┌──

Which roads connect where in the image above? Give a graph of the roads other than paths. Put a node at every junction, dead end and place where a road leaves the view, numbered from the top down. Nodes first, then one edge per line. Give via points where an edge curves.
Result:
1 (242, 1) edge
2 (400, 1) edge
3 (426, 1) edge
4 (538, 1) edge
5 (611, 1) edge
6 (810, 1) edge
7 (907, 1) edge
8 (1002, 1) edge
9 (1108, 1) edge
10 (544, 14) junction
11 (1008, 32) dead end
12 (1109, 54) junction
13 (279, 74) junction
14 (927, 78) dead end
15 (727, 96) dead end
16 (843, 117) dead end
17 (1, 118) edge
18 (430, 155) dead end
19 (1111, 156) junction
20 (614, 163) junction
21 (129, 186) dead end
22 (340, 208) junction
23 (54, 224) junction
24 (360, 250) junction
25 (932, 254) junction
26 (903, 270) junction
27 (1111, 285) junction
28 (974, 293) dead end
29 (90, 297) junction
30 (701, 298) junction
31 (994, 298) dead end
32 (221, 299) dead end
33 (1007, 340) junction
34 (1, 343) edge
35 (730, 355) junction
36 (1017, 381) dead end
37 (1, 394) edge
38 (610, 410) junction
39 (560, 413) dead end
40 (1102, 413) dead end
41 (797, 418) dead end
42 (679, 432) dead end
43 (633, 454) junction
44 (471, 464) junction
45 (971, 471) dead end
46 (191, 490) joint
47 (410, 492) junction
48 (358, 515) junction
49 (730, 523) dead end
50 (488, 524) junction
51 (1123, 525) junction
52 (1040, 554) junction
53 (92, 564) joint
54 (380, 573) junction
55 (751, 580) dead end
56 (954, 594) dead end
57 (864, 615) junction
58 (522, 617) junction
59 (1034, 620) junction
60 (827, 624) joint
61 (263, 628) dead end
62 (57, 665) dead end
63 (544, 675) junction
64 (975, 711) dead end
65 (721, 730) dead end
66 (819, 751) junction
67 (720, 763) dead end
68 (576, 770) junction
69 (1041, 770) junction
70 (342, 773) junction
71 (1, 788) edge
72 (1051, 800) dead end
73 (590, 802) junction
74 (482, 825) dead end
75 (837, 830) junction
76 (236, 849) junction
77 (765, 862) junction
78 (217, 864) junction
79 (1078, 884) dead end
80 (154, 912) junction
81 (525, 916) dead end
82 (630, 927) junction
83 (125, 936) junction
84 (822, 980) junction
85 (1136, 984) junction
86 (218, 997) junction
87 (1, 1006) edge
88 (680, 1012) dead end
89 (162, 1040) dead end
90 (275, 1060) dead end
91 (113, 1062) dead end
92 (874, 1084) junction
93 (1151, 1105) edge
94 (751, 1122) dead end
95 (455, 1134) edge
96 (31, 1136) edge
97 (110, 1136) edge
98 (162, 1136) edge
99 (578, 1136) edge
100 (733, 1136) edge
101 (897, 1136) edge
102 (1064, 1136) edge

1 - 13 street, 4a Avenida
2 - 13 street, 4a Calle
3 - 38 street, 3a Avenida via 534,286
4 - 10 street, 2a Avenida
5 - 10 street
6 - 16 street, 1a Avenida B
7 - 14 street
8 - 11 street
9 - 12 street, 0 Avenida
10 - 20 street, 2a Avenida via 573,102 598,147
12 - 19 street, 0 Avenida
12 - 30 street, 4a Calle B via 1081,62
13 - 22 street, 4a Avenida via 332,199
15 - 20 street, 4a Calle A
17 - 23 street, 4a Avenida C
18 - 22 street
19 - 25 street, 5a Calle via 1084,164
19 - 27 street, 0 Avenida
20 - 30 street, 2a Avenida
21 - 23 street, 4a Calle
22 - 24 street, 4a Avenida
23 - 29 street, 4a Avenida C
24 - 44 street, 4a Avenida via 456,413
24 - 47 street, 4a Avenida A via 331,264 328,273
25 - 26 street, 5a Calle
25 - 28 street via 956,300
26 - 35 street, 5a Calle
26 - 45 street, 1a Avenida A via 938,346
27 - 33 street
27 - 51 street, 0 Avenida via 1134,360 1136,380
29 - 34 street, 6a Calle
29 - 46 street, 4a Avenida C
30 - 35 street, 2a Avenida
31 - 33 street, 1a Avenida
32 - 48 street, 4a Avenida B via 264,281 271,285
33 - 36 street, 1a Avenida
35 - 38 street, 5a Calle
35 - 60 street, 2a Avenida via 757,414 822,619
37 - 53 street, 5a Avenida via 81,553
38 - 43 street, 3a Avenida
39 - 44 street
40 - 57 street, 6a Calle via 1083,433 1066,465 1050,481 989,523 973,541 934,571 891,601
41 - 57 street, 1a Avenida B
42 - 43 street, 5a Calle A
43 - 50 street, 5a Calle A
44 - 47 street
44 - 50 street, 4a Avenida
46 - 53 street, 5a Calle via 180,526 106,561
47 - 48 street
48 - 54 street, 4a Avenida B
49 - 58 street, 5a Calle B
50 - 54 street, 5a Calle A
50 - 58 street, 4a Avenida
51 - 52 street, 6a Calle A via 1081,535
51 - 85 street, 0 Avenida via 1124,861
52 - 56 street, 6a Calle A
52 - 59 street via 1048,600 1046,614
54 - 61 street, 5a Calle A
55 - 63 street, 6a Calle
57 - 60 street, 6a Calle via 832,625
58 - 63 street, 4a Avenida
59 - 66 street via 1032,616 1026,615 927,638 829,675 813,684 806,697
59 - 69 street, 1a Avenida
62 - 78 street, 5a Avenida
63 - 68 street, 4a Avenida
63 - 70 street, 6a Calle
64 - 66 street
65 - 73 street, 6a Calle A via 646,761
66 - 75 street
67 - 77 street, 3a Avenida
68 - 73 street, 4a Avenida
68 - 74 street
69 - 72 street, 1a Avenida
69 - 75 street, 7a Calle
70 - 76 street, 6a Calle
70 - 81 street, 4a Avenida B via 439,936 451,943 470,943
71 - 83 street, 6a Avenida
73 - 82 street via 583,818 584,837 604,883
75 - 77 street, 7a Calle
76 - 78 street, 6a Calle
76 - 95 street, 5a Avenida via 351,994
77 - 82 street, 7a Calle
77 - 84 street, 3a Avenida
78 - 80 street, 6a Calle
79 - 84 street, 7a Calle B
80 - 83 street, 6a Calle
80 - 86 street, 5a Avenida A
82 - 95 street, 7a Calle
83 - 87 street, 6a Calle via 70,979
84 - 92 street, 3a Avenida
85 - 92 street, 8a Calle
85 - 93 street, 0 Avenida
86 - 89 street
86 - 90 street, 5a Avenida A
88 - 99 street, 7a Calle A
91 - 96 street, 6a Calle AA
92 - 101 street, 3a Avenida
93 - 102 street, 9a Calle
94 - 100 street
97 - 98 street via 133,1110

└──

— Your instructions —
After reading the data above, return it verbatim in full.

— Answer area —
Which roads connect where in the image above? Give a graph of the roads other than paths. Put a node at every junction, dead end and place where a road leaves the view, numbered from the top down. Nodes first, then one edge per line. Give via points where an edge curves.
Result:
1 (242, 1) edge
2 (400, 1) edge
3 (426, 1) edge
4 (538, 1) edge
5 (611, 1) edge
6 (810, 1) edge
7 (907, 1) edge
8 (1002, 1) edge
9 (1108, 1) edge
10 (544, 14) junction
11 (1008, 32) dead end
12 (1109, 54) junction
13 (279, 74) junction
14 (927, 78) dead end
15 (727, 96) dead end
16 (843, 117) dead end
17 (1, 118) edge
18 (430, 155) dead end
19 (1111, 156) junction
20 (614, 163) junction
21 (129, 186) dead end
22 (340, 208) junction
23 (54, 224) junction
24 (360, 250) junction
25 (932, 254) junction
26 (903, 270) junction
27 (1111, 285) junction
28 (974, 293) dead end
29 (90, 297) junction
30 (701, 298) junction
31 (994, 298) dead end
32 (221, 299) dead end
33 (1007, 340) junction
34 (1, 343) edge
35 (730, 355) junction
36 (1017, 381) dead end
37 (1, 394) edge
38 (610, 410) junction
39 (560, 413) dead end
40 (1102, 413) dead end
41 (797, 418) dead end
42 (679, 432) dead end
43 (633, 454) junction
44 (471, 464) junction
45 (971, 471) dead end
46 (191, 490) joint
47 (410, 492) junction
48 (358, 515) junction
49 (730, 523) dead end
50 (488, 524) junction
51 (1123, 525) junction
52 (1040, 554) junction
53 (92, 564) joint
54 (380, 573) junction
55 (751, 580) dead end
56 (954, 594) dead end
57 (864, 615) junction
58 (522, 617) junction
59 (1034, 620) junction
60 (827, 624) joint
61 (263, 628) dead end
62 (57, 665) dead end
63 (544, 675) junction
64 (975, 711) dead end
65 (721, 730) dead end
66 (819, 751) junction
67 (720, 763) dead end
68 (576, 770) junction
69 (1041, 770) junction
70 (342, 773) junction
71 (1, 788) edge
72 (1051, 800) dead end
73 (590, 802) junction
74 (482, 825) dead end
75 (837, 830) junction
76 (236, 849) junction
77 (765, 862) junction
78 (217, 864) junction
79 (1078, 884) dead end
80 (154, 912) junction
81 (525, 916) dead end
82 (630, 927) junction
83 (125, 936) junction
84 (822, 980) junction
85 (1136, 984) junction
86 (218, 997) junction
87 (1, 1006) edge
88 (680, 1012) dead end
89 (162, 1040) dead end
90 (275, 1060) dead end
91 (113, 1062) dead end
92 (874, 1084) junction
93 (1151, 1105) edge
94 (751, 1122) dead end
95 (455, 1134) edge
96 (31, 1136) edge
97 (110, 1136) edge
98 (162, 1136) edge
99 (578, 1136) edge
100 (733, 1136) edge
101 (897, 1136) edge
102 (1064, 1136) edge

1 - 13 street, 4a Avenida
2 - 13 street, 4a Calle
3 - 38 street, 3a Avenida via 534,286
4 - 10 street, 2a Avenida
5 - 10 street
6 - 16 street, 1a Avenida B
7 - 14 street
8 - 11 street
9 - 12 street, 0 Avenida
10 - 20 street, 2a Avenida via 573,102 598,147
12 - 19 street, 0 Avenida
12 - 30 street, 4a Calle B via 1081,62
13 - 22 street, 4a Avenida via 332,199
15 - 20 street, 4a Calle A
17 - 23 street, 4a Avenida C
18 - 22 street
19 - 25 street, 5a Calle via 1084,164
19 - 27 street, 0 Avenida
20 - 30 street, 2a Avenida
21 - 23 street, 4a Calle
22 - 24 street, 4a Avenida
23 - 29 street, 4a Avenida C
24 - 44 street, 4a Avenida via 456,413
24 - 47 street, 4a Avenida A via 331,264 328,273
25 - 26 street, 5a Calle
25 - 28 street via 956,300
26 - 35 street, 5a Calle
26 - 45 street, 1a Avenida A via 938,346
27 - 33 street
27 - 51 street, 0 Avenida via 1134,360 1136,380
29 - 34 street, 6a Calle
29 - 46 street, 4a Avenida C
30 - 35 street, 2a Avenida
31 - 33 street, 1a Avenida
32 - 48 street, 4a Avenida B via 264,281 271,285
33 - 36 street, 1a Avenida
35 - 38 street, 5a Calle
35 - 60 street, 2a Avenida via 757,414 822,619
37 - 53 street, 5a Avenida via 81,553
38 - 43 street, 3a Avenida
39 - 44 street
40 - 57 street, 6a Calle via 1083,433 1066,465 1050,481 989,523 973,541 934,571 891,601
41 - 57 street, 1a Avenida B
42 - 43 street, 5a Calle A
43 - 50 street, 5a Calle A
44 - 47 street
44 - 50 street, 4a Avenida
46 - 53 street, 5a Calle via 180,526 106,561
47 - 48 street
48 - 54 street, 4a Avenida B
49 - 58 street, 5a Calle B
50 - 54 street, 5a Calle A
50 - 58 street, 4a Avenida
51 - 52 street, 6a Calle A via 1081,535
51 - 85 street, 0 Avenida via 1124,861
52 - 56 street, 6a Calle A
52 - 59 street via 1048,600 1046,614
54 - 61 street, 5a Calle A
55 - 63 street, 6a Calle
57 - 60 street, 6a Calle via 832,625
58 - 63 street, 4a Avenida
59 - 66 street via 1032,616 1026,615 927,638 829,675 813,684 806,697
59 - 69 street, 1a Avenida
62 - 78 street, 5a Avenida
63 - 68 street, 4a Avenida
63 - 70 street, 6a Calle
64 - 66 street
65 - 73 street, 6a Calle A via 646,761
66 - 75 street
67 - 77 street, 3a Avenida
68 - 73 street, 4a Avenida
68 - 74 street
69 - 72 street, 1a Avenida
69 - 75 street, 7a Calle
70 - 76 street, 6a Calle
70 - 81 street, 4a Avenida B via 439,936 451,943 470,943
71 - 83 street, 6a Avenida
73 - 82 street via 583,818 584,837 604,883
75 - 77 street, 7a Calle
76 - 78 street, 6a Calle
76 - 95 street, 5a Avenida via 351,994
77 - 82 street, 7a Calle
77 - 84 street, 3a Avenida
78 - 80 street, 6a Calle
79 - 84 street, 7a Calle B
80 - 83 street, 6a Calle
80 - 86 street, 5a Avenida A
82 - 95 street, 7a Calle
83 - 87 street, 6a Calle via 70,979
84 - 92 street, 3a Avenida
85 - 92 street, 8a Calle
85 - 93 street, 0 Avenida
86 - 89 street
86 - 90 street, 5a Avenida A
88 - 99 street, 7a Calle A
91 - 96 street, 6a Calle AA
92 - 101 street, 3a Avenida
93 - 102 street, 9a Calle
94 - 100 street
97 - 98 street via 133,1110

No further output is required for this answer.